On top of that, the writing for a few of the stories was solid. I particularly liked the story of “Dante the Great,” where Dante (Justin Welborn) discovers Houdini’s magic cloak. He discovers that it performs amazing, miraculous tricks, and it makes him a star. Unfortunately, it comes at a price: He must sacrifice lives in order for it to still work (it is a horror movie, after all). Not only does the story work on its own, but it’s possibly a tasty homage to the 1980s Friday the 13th TV show. In that show, antique shop owners would go around trying to wrest magical, cursed objects away from sad, tragic or evil characters, who’d use their powers to attain fame, popularity or wealth by sacrificing others. Homage or otherwise, everything about the “Dante the Great” segment works for me. Hell, it may be unfortunate that this wasn’t done as a full-blown movie instead.
What about the other segments? Although plenty seem to hate it, the wraparound segment (“Vicious Circles”) is reasonably well done and acted, and made more watchable by its special effects. It’s not an easy story to comprehend, but that could be part of its charm.

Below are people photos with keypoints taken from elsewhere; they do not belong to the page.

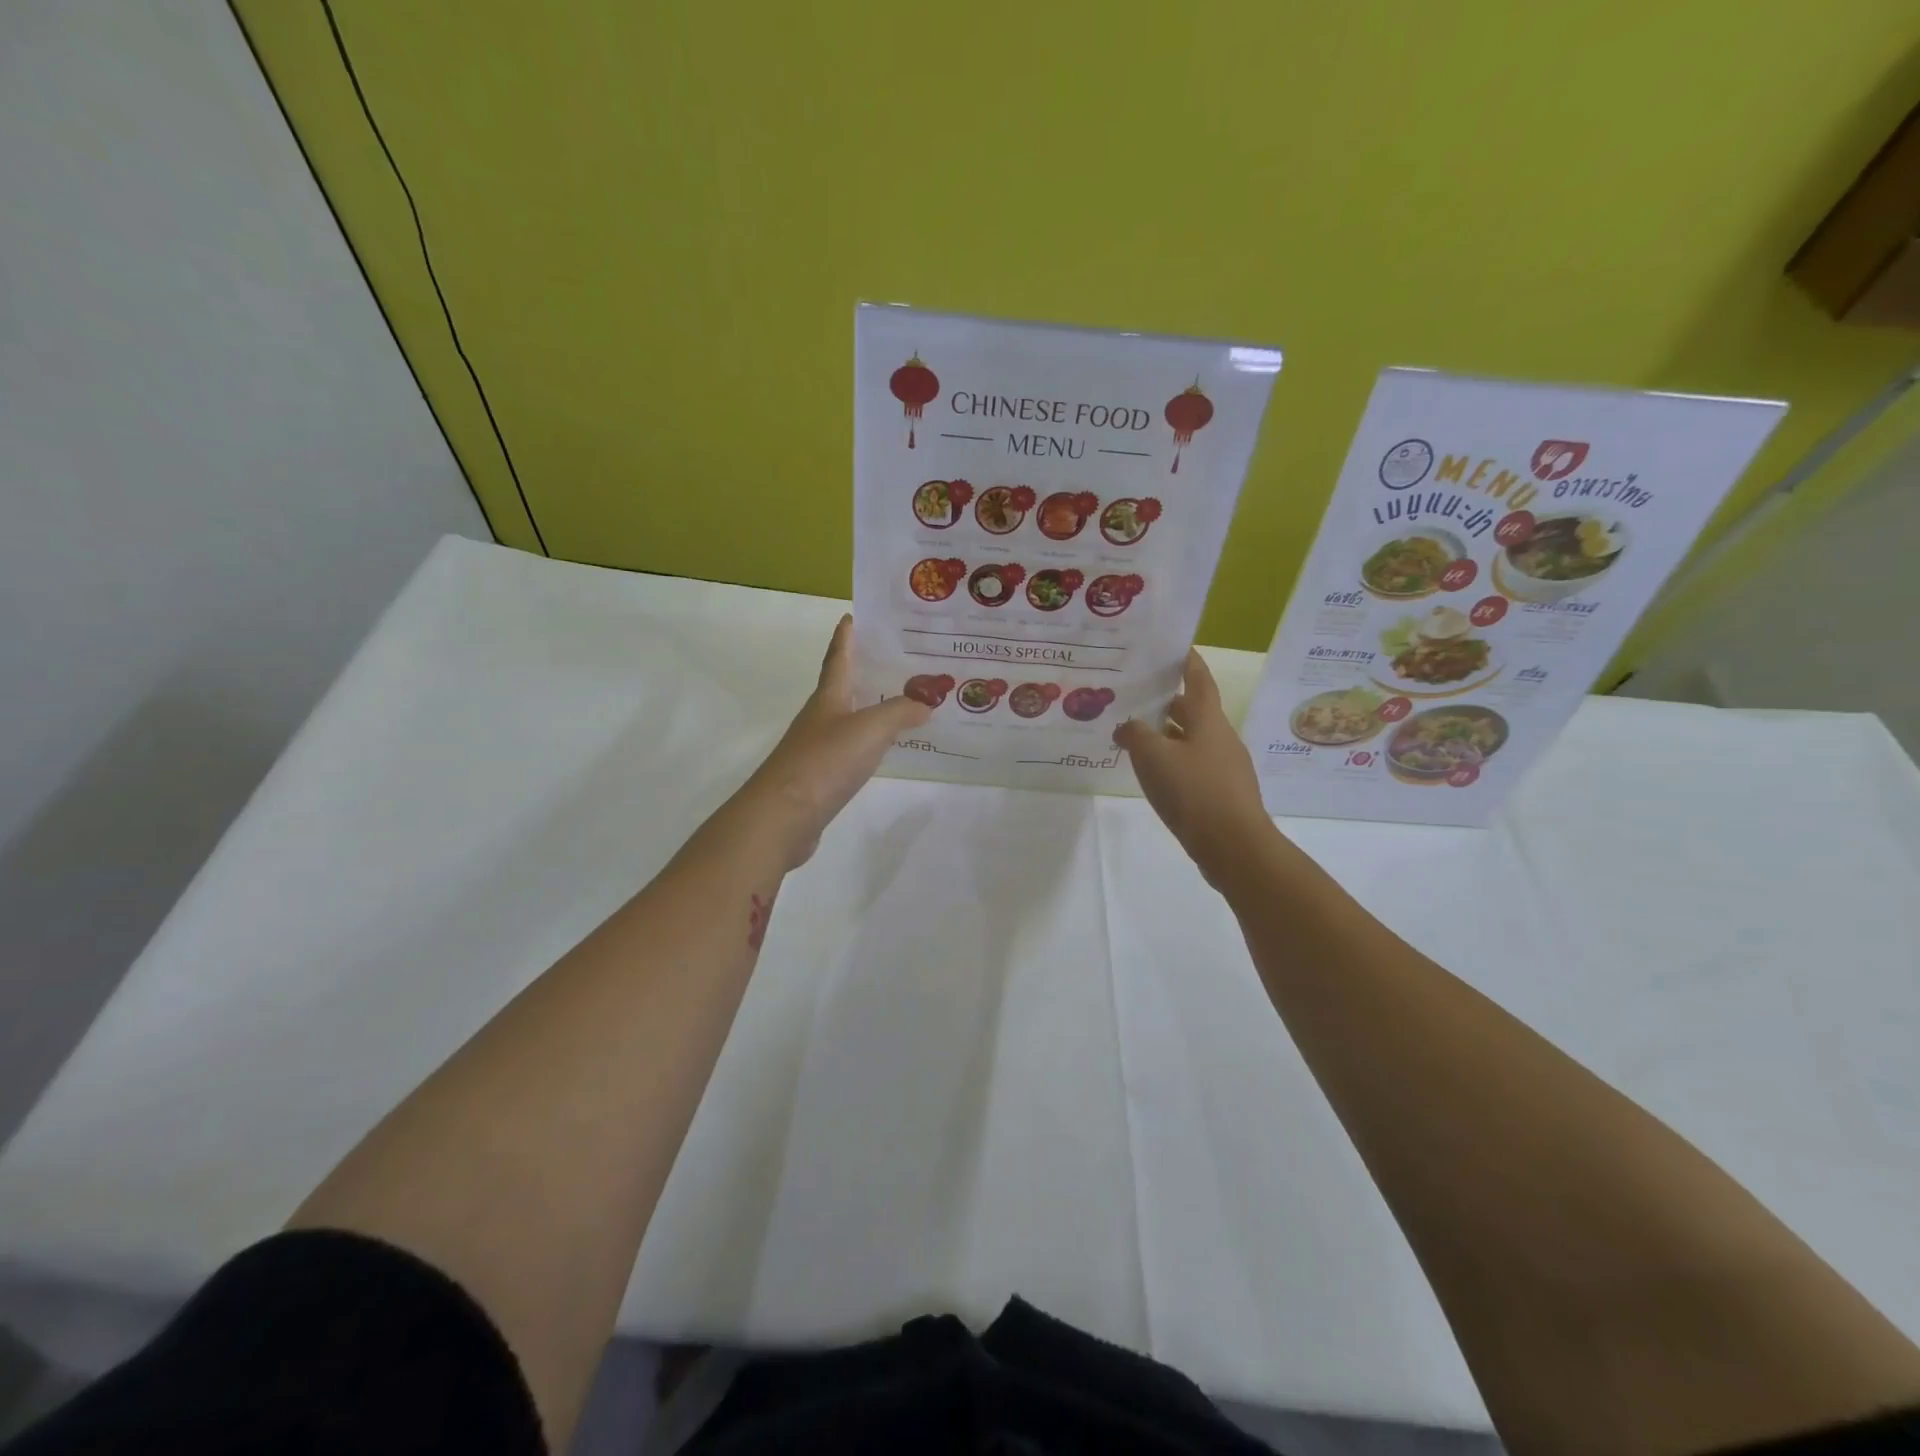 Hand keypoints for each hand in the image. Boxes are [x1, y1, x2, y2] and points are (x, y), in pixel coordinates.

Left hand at [733, 616, 928, 867]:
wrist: (783, 816)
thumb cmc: (824, 761)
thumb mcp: (869, 728)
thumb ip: (900, 712)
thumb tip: (926, 703)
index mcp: (828, 698)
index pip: (838, 658)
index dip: (846, 638)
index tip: (852, 616)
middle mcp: (821, 718)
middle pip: (844, 687)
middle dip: (867, 670)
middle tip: (901, 659)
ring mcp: (819, 748)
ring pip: (851, 719)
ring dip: (873, 707)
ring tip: (905, 702)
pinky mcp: (822, 777)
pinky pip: (853, 750)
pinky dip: (872, 742)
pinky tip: (888, 748)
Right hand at [1114, 650, 1276, 886]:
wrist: (1233, 846)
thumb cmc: (1193, 791)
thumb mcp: (1153, 756)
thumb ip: (1135, 734)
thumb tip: (1126, 726)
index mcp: (1208, 721)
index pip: (1199, 680)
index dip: (1188, 662)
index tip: (1176, 646)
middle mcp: (1221, 739)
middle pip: (1194, 712)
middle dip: (1169, 702)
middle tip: (1139, 696)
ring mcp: (1225, 768)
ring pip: (1192, 741)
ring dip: (1168, 736)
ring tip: (1138, 737)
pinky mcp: (1222, 795)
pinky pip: (1194, 767)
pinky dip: (1174, 763)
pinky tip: (1155, 775) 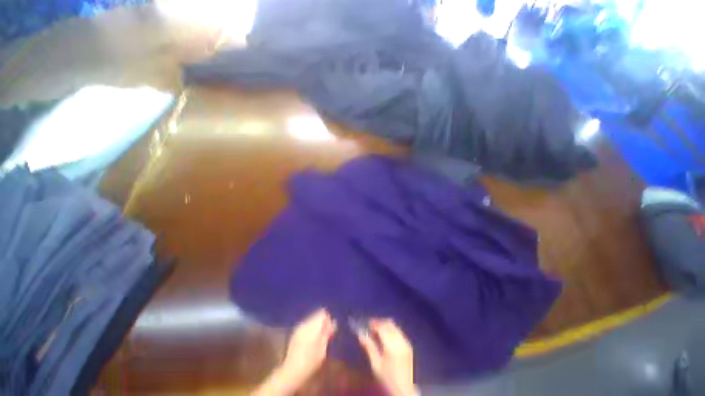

Meanwhile, “Parallel Monsters” is probably memorable for its weirdness than anything else, although Gustavo Salmeron does a competent job as Alfonso. It’s definitely over the top, but not particularly frightening. Also, for whatever reason, the effects aren’t as convincing in this segment, which may have been to intentionally add a comedic element.
The worst (and laziest) entry in “V/H/S: Viral” has got to be “Bonestorm,” which is just about some stereotypical dumb skateboarder kids encountering an evil cult in Tijuana, and end up battling skeletons and some weird, mostly unseen demon. I could be a harsher critic of this segment, but I would just say it’s on the lazy side. Frankly, a more innovative story could have happened in its place, or at least this story could have been a little more unique (like, for example, making the skateboarders more intelligent — a treatment rarely given to depictions of youths in horror).
In conclusion, V/H/S: Viral is a pretty good horror anthology, especially compared to some of the outright garbage you’ll find in many other anthologies. I would recommend it over the first V/H/S film, in fact, which seemed a little too hellbent on making every story crass, and thereby lacking diversity of content and feel. I suppose I’ll note that its segments were variously directed by Marcel Sarmiento, Gregg Bishop, Nacho Vigalondo, Justin Benson, Aaron Scott Moorhead and Todd Lincoln.